==== Source material ====
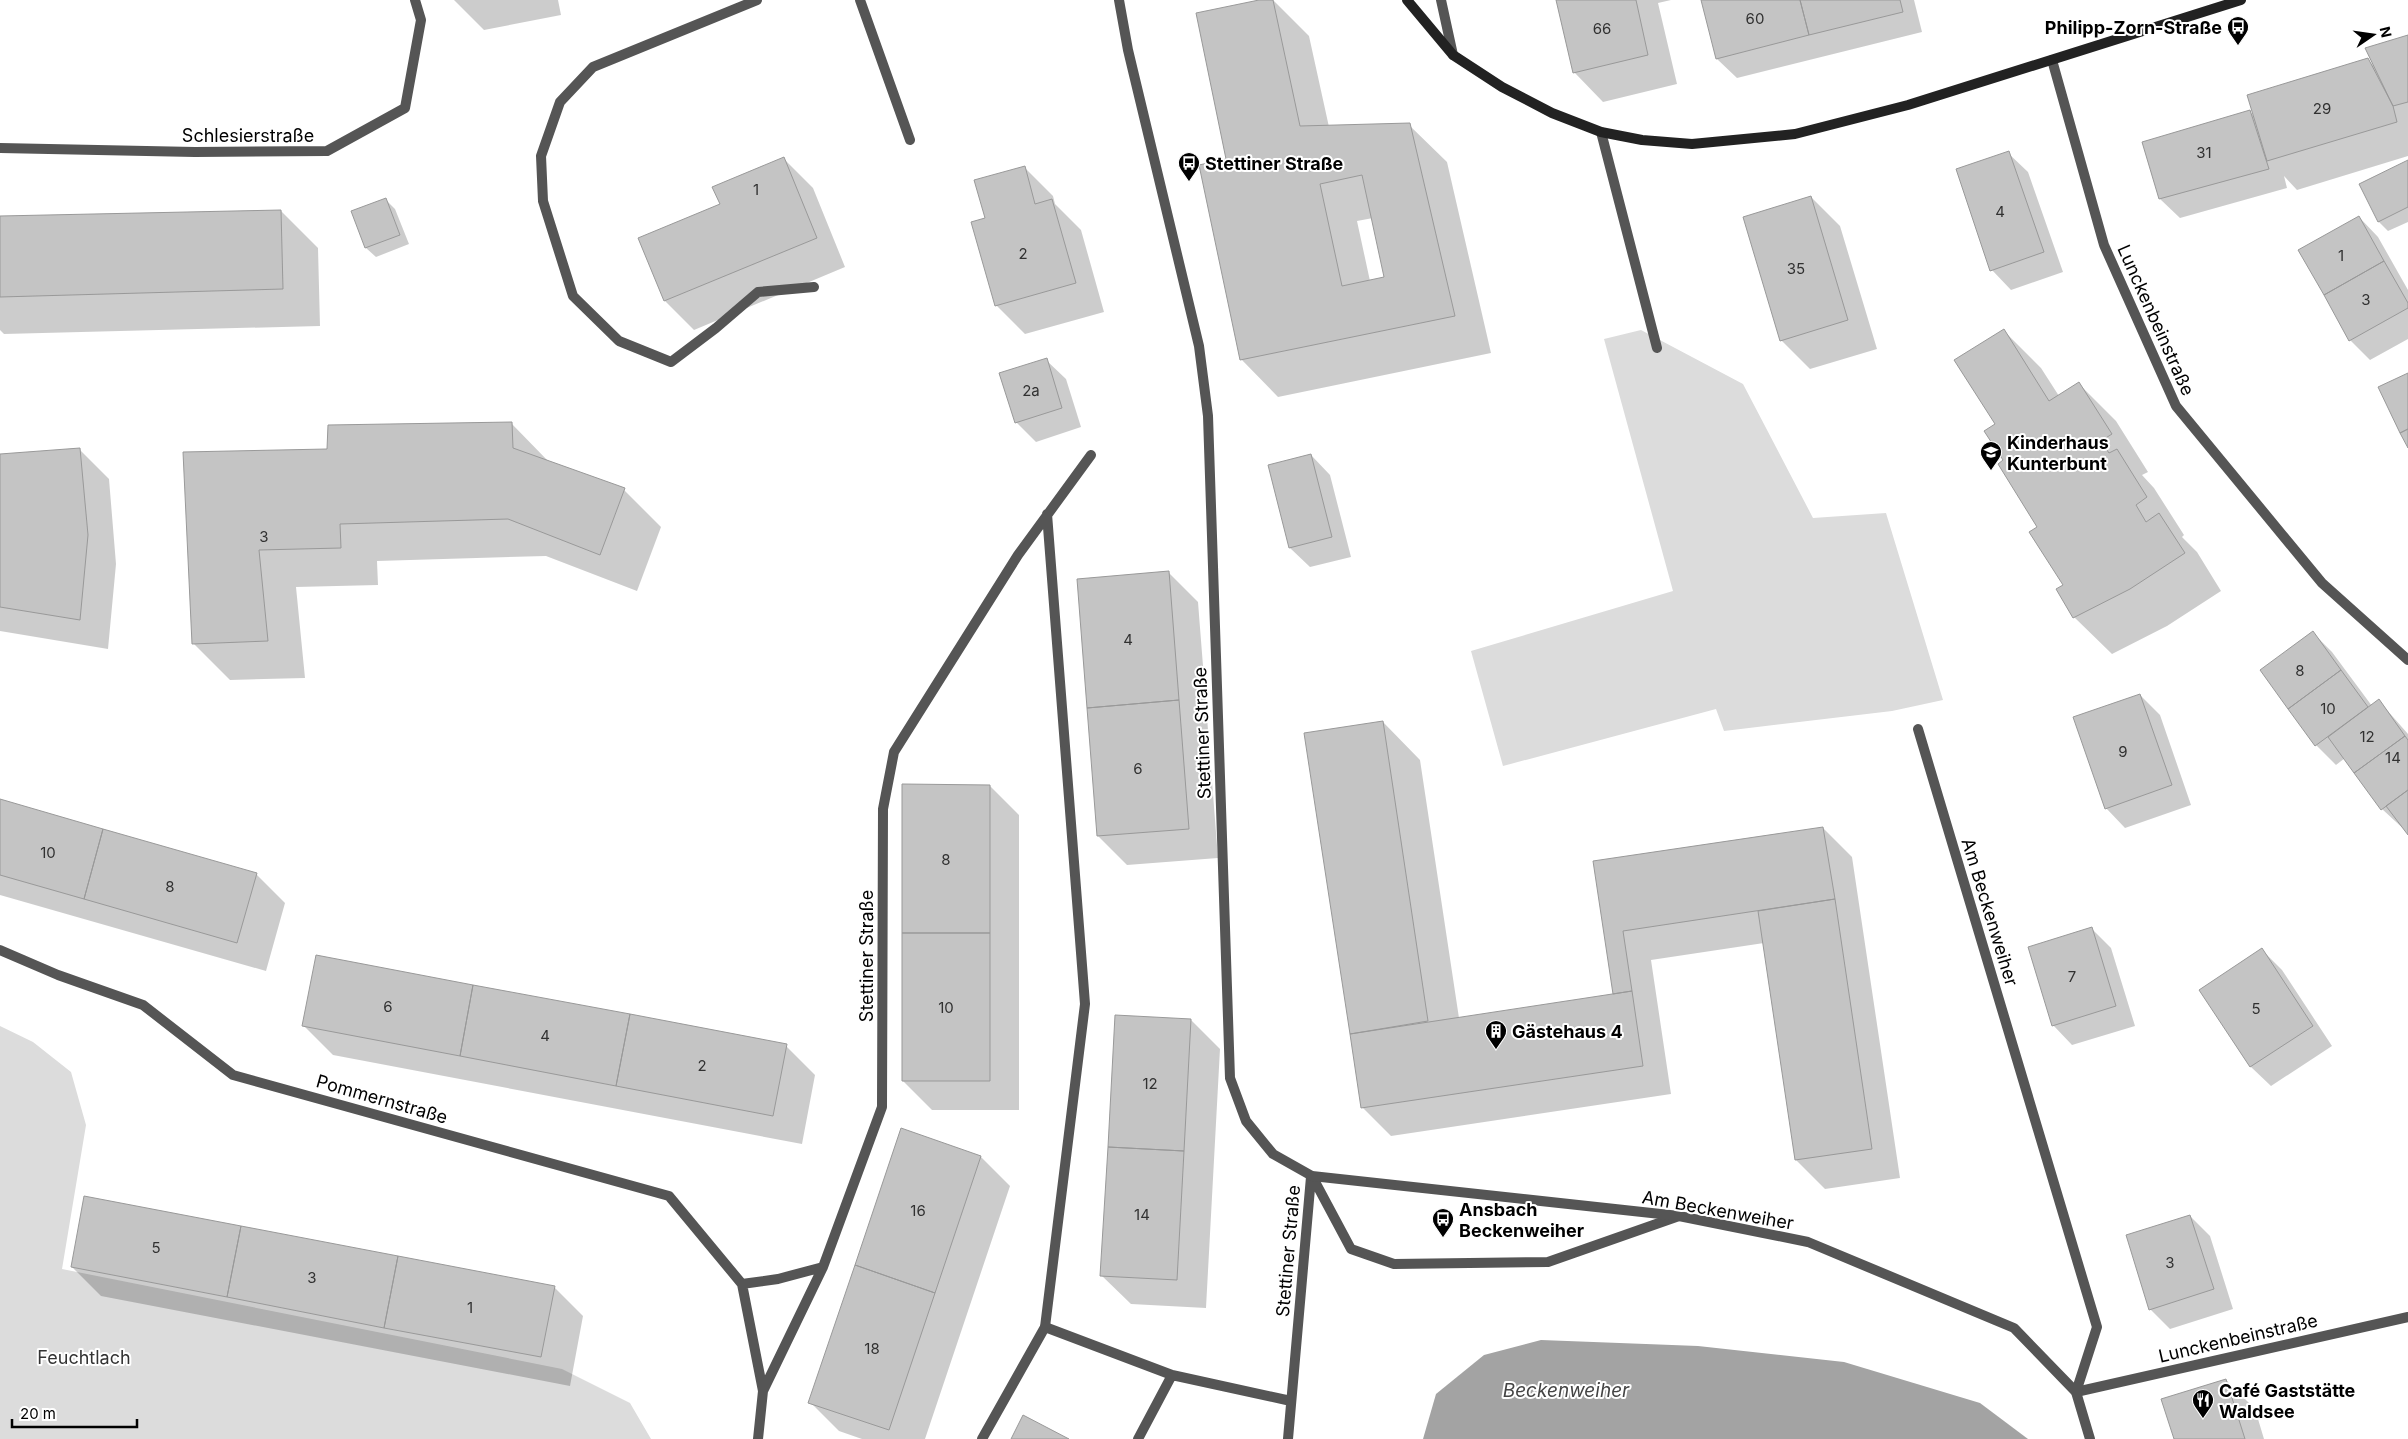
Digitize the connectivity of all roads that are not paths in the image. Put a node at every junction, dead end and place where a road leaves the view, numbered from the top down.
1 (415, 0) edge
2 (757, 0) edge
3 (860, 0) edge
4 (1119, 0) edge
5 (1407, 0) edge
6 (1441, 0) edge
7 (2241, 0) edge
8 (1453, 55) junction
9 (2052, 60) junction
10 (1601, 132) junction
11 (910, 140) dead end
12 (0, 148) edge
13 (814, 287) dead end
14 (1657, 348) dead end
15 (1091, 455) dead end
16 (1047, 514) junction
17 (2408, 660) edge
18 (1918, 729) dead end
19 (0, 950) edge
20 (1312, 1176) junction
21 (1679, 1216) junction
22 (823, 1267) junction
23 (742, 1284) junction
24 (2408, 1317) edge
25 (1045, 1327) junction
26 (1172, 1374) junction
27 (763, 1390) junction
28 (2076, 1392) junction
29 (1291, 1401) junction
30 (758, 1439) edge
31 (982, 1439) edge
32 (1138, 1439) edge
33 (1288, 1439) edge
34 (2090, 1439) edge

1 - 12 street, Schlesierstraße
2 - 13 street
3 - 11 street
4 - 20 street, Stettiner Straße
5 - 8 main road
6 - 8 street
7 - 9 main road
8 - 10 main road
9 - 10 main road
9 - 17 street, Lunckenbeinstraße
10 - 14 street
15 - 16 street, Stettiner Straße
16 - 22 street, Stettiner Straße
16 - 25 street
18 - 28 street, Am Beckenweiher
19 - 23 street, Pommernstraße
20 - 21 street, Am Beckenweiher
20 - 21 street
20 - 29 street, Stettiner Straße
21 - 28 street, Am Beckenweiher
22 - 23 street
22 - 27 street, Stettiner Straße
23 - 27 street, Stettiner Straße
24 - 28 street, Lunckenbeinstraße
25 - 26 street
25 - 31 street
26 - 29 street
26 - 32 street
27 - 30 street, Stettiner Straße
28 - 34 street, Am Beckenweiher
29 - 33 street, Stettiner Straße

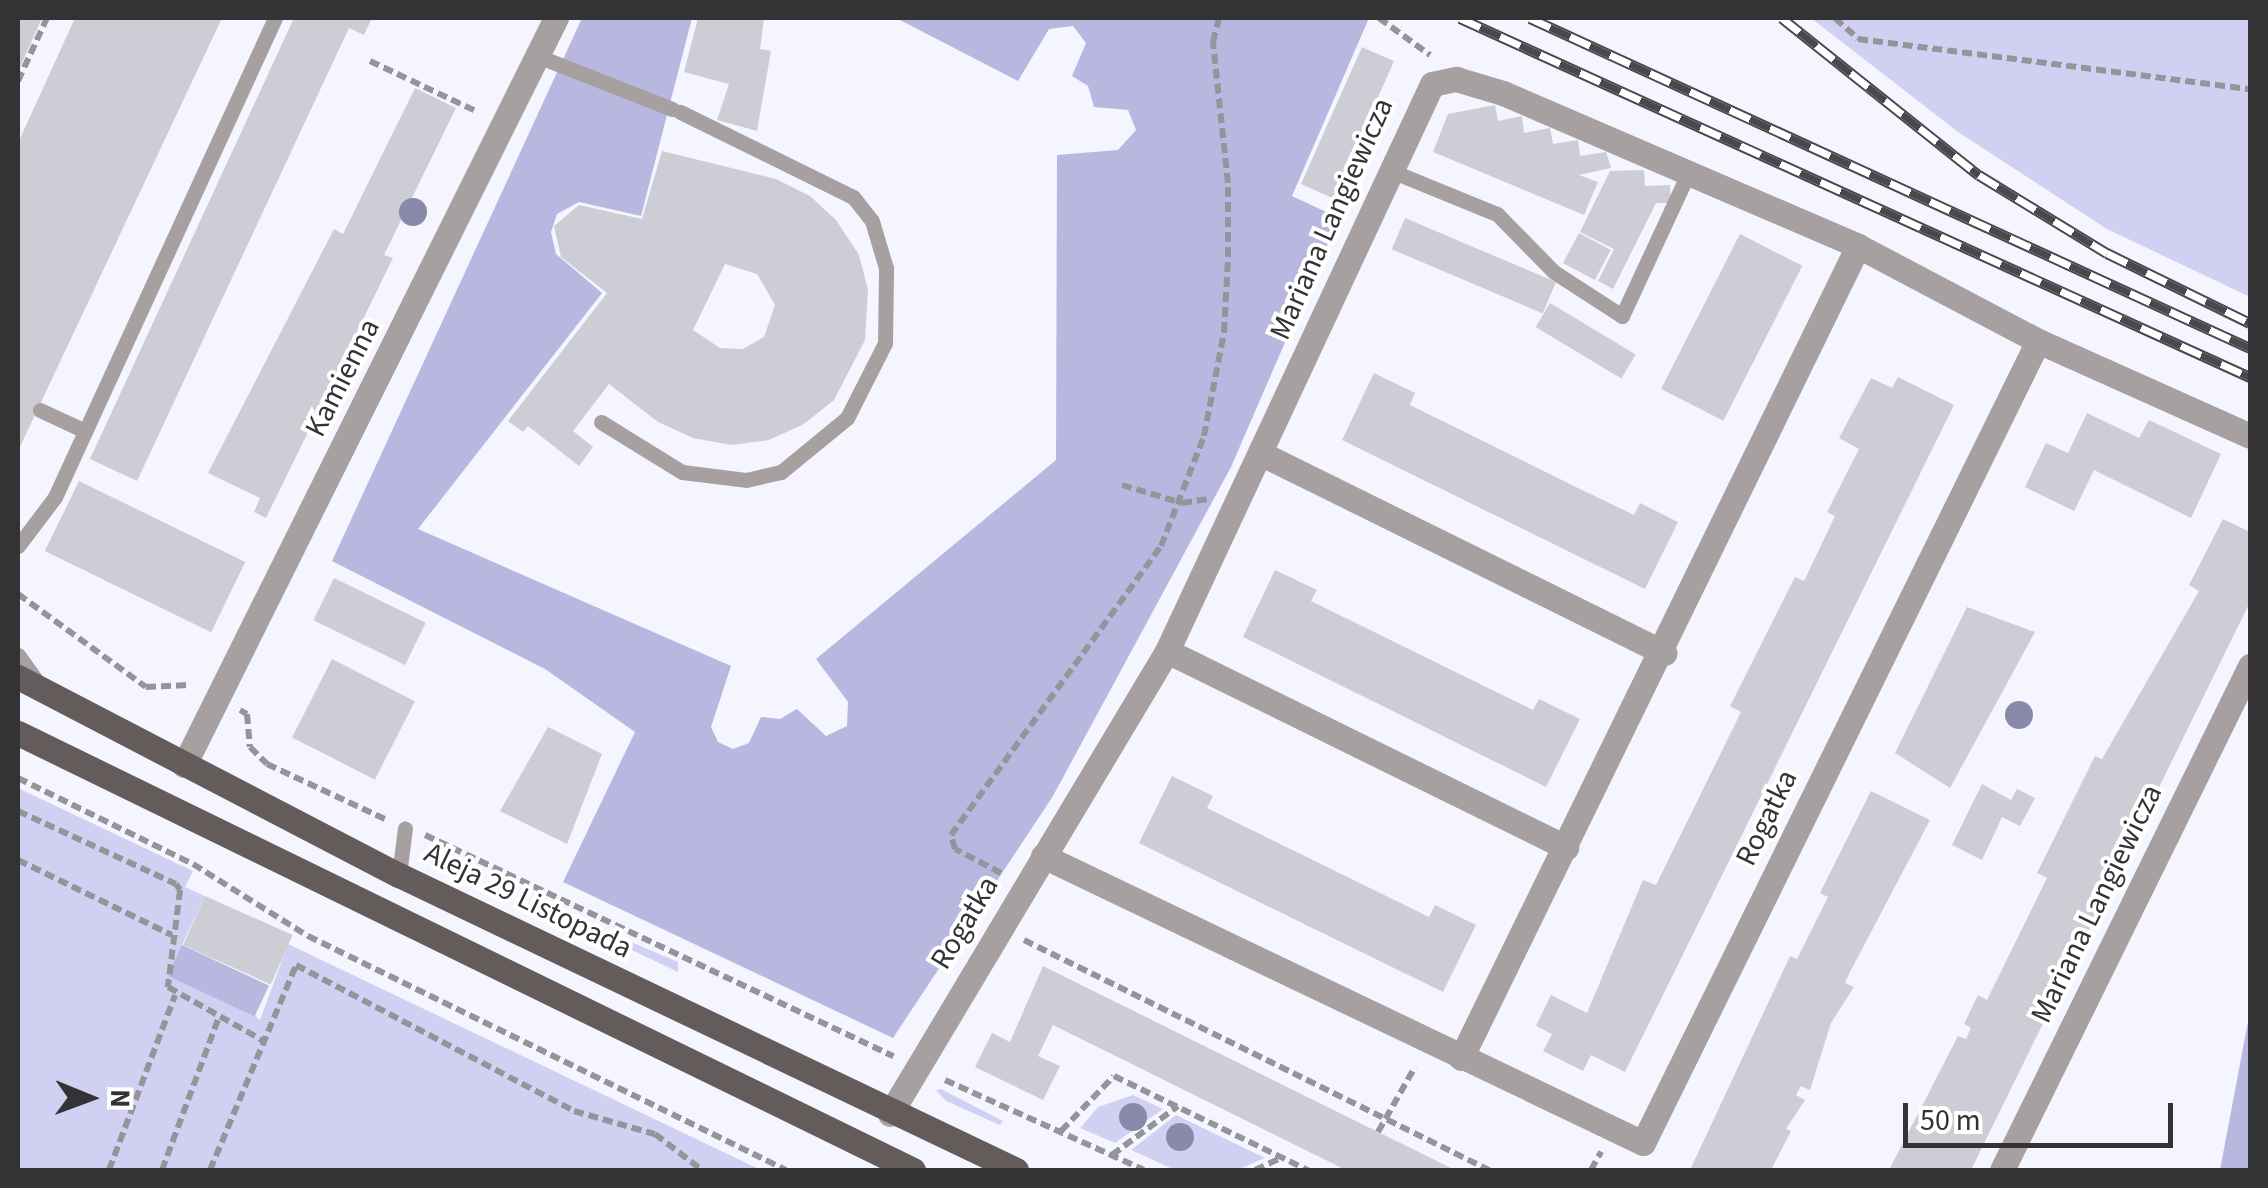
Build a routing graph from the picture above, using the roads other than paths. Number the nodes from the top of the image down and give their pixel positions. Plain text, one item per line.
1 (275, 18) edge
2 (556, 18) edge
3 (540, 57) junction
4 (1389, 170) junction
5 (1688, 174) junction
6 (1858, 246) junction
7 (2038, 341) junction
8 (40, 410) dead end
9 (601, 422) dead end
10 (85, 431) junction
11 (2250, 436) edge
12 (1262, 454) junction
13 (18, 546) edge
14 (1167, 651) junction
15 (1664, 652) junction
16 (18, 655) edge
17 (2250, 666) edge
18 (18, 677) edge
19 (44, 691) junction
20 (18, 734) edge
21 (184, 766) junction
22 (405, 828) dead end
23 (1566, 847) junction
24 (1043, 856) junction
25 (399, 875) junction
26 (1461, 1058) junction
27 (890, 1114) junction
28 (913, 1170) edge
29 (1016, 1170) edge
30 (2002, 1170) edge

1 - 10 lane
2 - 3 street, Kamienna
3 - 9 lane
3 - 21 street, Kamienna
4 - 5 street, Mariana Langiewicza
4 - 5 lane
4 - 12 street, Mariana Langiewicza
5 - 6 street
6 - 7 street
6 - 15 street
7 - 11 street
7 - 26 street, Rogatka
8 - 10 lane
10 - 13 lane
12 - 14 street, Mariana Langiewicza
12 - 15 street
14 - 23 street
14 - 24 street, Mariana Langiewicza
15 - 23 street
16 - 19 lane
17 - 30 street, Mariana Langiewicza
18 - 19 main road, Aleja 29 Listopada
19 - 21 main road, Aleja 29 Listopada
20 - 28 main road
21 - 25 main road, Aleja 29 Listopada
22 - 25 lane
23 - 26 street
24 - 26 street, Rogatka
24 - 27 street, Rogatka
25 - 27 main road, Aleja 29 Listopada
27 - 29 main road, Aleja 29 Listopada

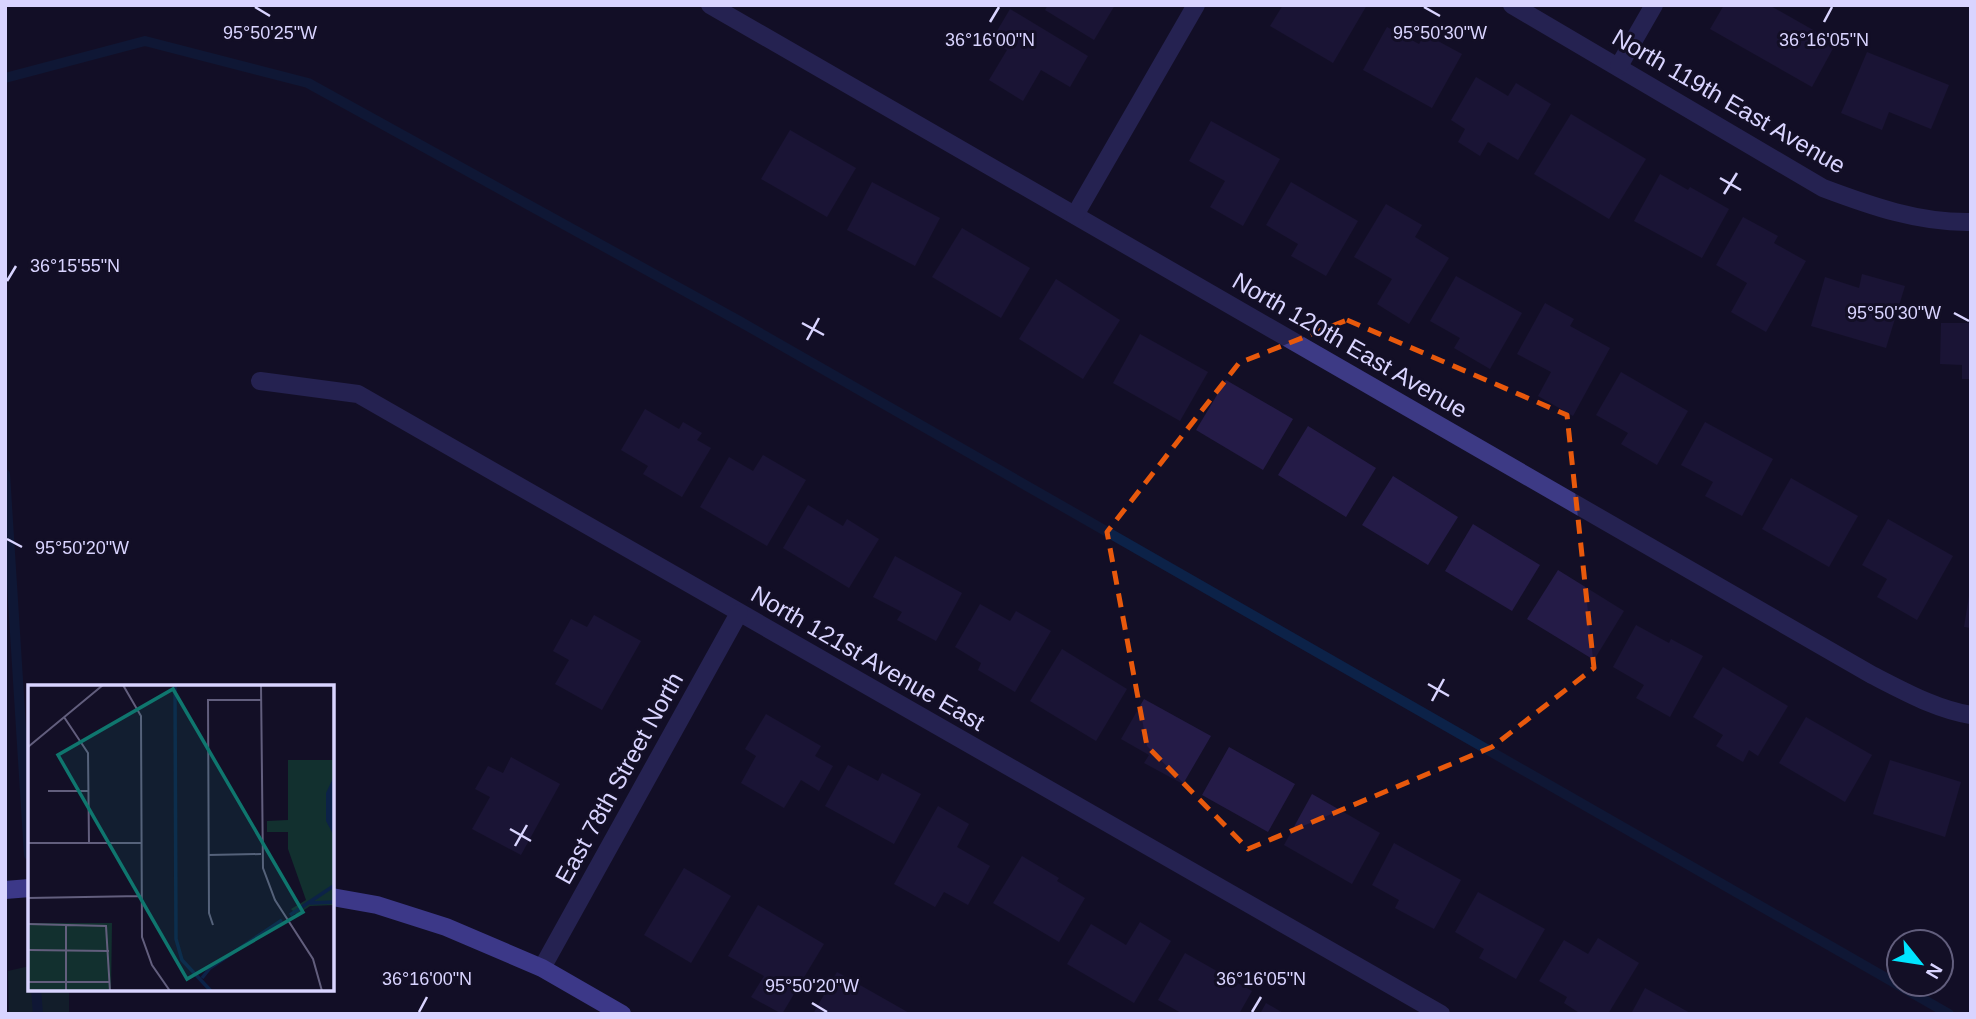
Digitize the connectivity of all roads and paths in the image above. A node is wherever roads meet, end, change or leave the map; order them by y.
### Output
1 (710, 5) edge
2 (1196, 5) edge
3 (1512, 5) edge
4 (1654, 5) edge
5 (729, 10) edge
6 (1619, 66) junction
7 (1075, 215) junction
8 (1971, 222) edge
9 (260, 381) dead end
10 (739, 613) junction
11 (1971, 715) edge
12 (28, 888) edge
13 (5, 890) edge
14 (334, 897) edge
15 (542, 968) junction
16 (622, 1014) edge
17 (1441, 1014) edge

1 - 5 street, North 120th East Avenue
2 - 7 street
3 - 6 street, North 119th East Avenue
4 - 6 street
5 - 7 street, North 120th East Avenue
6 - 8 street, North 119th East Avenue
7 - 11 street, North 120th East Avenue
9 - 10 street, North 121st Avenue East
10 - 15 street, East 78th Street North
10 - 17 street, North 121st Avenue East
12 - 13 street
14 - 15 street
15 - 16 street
====
**Task item:**
Begin with the line that contains "Digitize the connectivity of all roads and" and set down each line exactly until the records above end, including the final line.

**Solution to this problem:**
Digitize the connectivity of all roads and paths in the image above. A node is wherever roads meet, end, change or leave the map; order them by y.
### Output
1 (710, 5) edge
2 (1196, 5) edge
3 (1512, 5) edge
4 (1654, 5) edge
5 (729, 10) edge
6 (1619, 66) junction
7 (1075, 215) junction
8 (1971, 222) edge
9 (260, 381) dead end
10 (739, 613) junction
11 (1971, 715) edge
12 (28, 888) edge
13 (5, 890) edge
14 (334, 897) edge
15 (542, 968) junction
16 (622, 1014) edge
17 (1441, 1014) edge

1 - 5 street, North 120th East Avenue
2 - 7 street
3 - 6 street, North 119th East Avenue
4 - 6 street
5 - 7 street, North 120th East Avenue
6 - 8 street, North 119th East Avenue
7 - 11 street, North 120th East Avenue
9 - 10 street, North 121st Avenue East
10 - 15 street, East 78th Street North
10 - 17 street, North 121st Avenue East
12 - 13 street
14 - 15 street
15 - 16 street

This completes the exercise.